GIVEN RECORDS:
----

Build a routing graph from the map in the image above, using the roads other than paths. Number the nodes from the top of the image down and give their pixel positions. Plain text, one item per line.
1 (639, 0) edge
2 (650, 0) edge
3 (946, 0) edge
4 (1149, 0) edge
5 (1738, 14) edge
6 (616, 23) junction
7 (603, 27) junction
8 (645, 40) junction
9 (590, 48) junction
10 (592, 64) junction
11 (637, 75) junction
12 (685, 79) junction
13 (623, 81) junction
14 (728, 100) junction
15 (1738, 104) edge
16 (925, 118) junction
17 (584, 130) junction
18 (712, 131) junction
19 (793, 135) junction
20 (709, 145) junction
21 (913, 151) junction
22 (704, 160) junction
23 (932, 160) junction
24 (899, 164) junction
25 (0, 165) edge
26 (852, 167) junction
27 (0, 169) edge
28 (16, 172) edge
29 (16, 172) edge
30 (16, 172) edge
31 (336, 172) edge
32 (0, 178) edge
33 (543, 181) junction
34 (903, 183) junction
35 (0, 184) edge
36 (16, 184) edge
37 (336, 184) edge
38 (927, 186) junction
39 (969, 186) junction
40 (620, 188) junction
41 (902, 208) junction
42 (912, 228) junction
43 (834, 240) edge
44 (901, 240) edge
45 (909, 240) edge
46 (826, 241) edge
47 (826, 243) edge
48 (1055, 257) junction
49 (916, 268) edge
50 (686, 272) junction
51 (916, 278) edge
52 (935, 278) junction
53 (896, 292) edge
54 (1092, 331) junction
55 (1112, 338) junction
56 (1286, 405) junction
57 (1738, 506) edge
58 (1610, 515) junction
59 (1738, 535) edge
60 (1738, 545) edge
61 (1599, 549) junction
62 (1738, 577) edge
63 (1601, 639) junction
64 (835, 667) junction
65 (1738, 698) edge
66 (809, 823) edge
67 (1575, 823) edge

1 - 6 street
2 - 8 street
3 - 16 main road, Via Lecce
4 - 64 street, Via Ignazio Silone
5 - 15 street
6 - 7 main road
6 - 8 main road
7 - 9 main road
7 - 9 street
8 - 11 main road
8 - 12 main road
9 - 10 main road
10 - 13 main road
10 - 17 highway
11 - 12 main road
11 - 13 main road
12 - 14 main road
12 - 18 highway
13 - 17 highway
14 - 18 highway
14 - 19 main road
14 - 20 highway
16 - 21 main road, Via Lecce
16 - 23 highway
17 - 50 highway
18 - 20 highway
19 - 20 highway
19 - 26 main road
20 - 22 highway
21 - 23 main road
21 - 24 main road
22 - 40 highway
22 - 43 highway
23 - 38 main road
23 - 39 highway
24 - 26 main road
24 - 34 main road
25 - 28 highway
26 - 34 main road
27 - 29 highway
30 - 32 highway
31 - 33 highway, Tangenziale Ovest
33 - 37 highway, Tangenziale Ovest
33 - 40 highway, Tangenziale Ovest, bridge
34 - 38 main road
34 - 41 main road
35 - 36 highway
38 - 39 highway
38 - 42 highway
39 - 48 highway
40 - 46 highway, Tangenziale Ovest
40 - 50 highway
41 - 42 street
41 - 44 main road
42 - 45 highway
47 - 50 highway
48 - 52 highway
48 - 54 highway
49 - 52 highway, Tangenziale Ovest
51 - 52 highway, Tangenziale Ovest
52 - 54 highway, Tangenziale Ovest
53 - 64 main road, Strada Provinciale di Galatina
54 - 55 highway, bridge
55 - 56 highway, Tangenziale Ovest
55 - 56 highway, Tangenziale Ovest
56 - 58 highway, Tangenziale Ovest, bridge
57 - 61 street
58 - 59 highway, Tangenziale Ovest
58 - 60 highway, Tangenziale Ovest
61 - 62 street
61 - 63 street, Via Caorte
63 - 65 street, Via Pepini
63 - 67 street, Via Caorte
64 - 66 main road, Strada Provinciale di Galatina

----

TASK: The whole listing is needed again, word for word.

PROBLEM SOLUTION:
Build a routing graph from the map in the image above, using the roads other than paths. Number the nodes from the top of the image down and give their pixel positions. Plain text, one item per line.
1 (639, 0) edge
2 (650, 0) edge
3 (946, 0) edge
4 (1149, 0) edge
5 (1738, 14) edge
6 (616, 23) junction
7 (603, 27) junction
8 (645, 40) junction
9 (590, 48) junction
10 (592, 64) junction
11 (637, 75) junction
12 (685, 79) junction
13 (623, 81) junction
14 (728, 100) junction
15 (1738, 104) edge
16 (925, 118) junction
17 (584, 130) junction
18 (712, 131) junction
19 (793, 135) junction
20 (709, 145) junction
21 (913, 151) junction
22 (704, 160) junction
23 (932, 160) junction
24 (899, 164) junction
25 (0, 165) edge
26 (852, 167) junction
27 (0, 169) edge
28 (16, 172) edge
29 (16, 172) edge
30 (16, 172) edge
31 (336, 172) edge
32 (0, 178) edge
33 (543, 181) junction
34 (903, 183) junction
35 (0, 184) edge
36 (16, 184) edge
37 (336, 184) edge
38 (927, 186) junction
39 (969, 186) junction
40 (620, 188) junction
41 (902, 208) junction
42 (912, 228) junction
43 (834, 240) edge
44 (901, 240) edge
45 (909, 240) edge
46 (826, 241) edge
47 (826, 243) edge
48 (1055, 257) junction
49 (916, 268) edge
50 (686, 272) junction
51 (916, 278) edge
52 (935, 278) junction
53 (896, 292) edge
54 (1092, 331) junction
55 (1112, 338) junction
56 (1286, 405) junction
57 (1738, 506) edge
58 (1610, 515) junction
59 (1738, 535) edge
60 (1738, 545) edge
61 (1599, 549) junction
62 (1738, 577) edge
63 (1601, 639) junction
64 (835, 667) junction
65 (1738, 698) edge
66 (809, 823) edge
67 (1575, 823) edge

1 - 6 street
2 - 8 street
3 - 16 main road, Via Lecce
4 - 64 street, Via Ignazio Silone
5 - 15 street
6 - 7 main road
6 - 8 main road
7 - 9 main road
7 - 9 street
8 - 11 main road
8 - 12 main road
9 - 10 main road
10 - 13 main road
10 - 17 highway
11 - 12 main road
11 - 13 main road
12 - 14 main road
12 - 18 highway
13 - 17 highway
14 - 18 highway
14 - 19 main road
14 - 20 highway
16 - 21 main road, Via Lecce
16 - 23 highway
17 - 50 highway
18 - 20 highway
19 - 20 highway
19 - 26 main road
20 - 22 highway
21 - 23 main road
21 - 24 main road
22 - 40 highway
22 - 43 highway
23 - 38 main road
23 - 39 highway
24 - 26 main road
24 - 34 main road
25 - 28 highway
26 - 34 main road
27 - 29 highway
30 - 32 highway
31 - 33 highway, Tangenziale Ovest
33 - 37 highway, Tangenziale Ovest
33 - 40 highway, Tangenziale Ovest, bridge
34 - 38 main road
34 - 41 main road
35 - 36 highway
38 - 39 highway
38 - 42 highway
39 - 48 highway
40 - 46 highway, Tangenziale Ovest
40 - 50 highway
41 - 42 street
41 - 44 main road
42 - 45 highway
47 - 50 highway
48 - 52 highway
48 - 54 highway
49 - 52 highway, Tangenziale Ovest
51 - 52 highway, Tangenziale Ovest
52 - 54 highway, Tangenziale Ovest
53 - 64 main road, Strada Provinciale di Galatina
54 - 55 highway, bridge
55 - 56 highway, Tangenziale Ovest
55 - 56 highway, Tangenziale Ovest
56 - 58 highway, Tangenziale Ovest, bridge
57 - 61 street
58 - 59 highway, Tangenziale Ovest
58 - 60 highway, Tangenziale Ovest
61 - 62 street
61 - 63 street, Via Caorte
63 - 65 street, Via Pepini
63 - 67 street, Via Caorte
64 - 66 main road, Strada Provinciale di Galatina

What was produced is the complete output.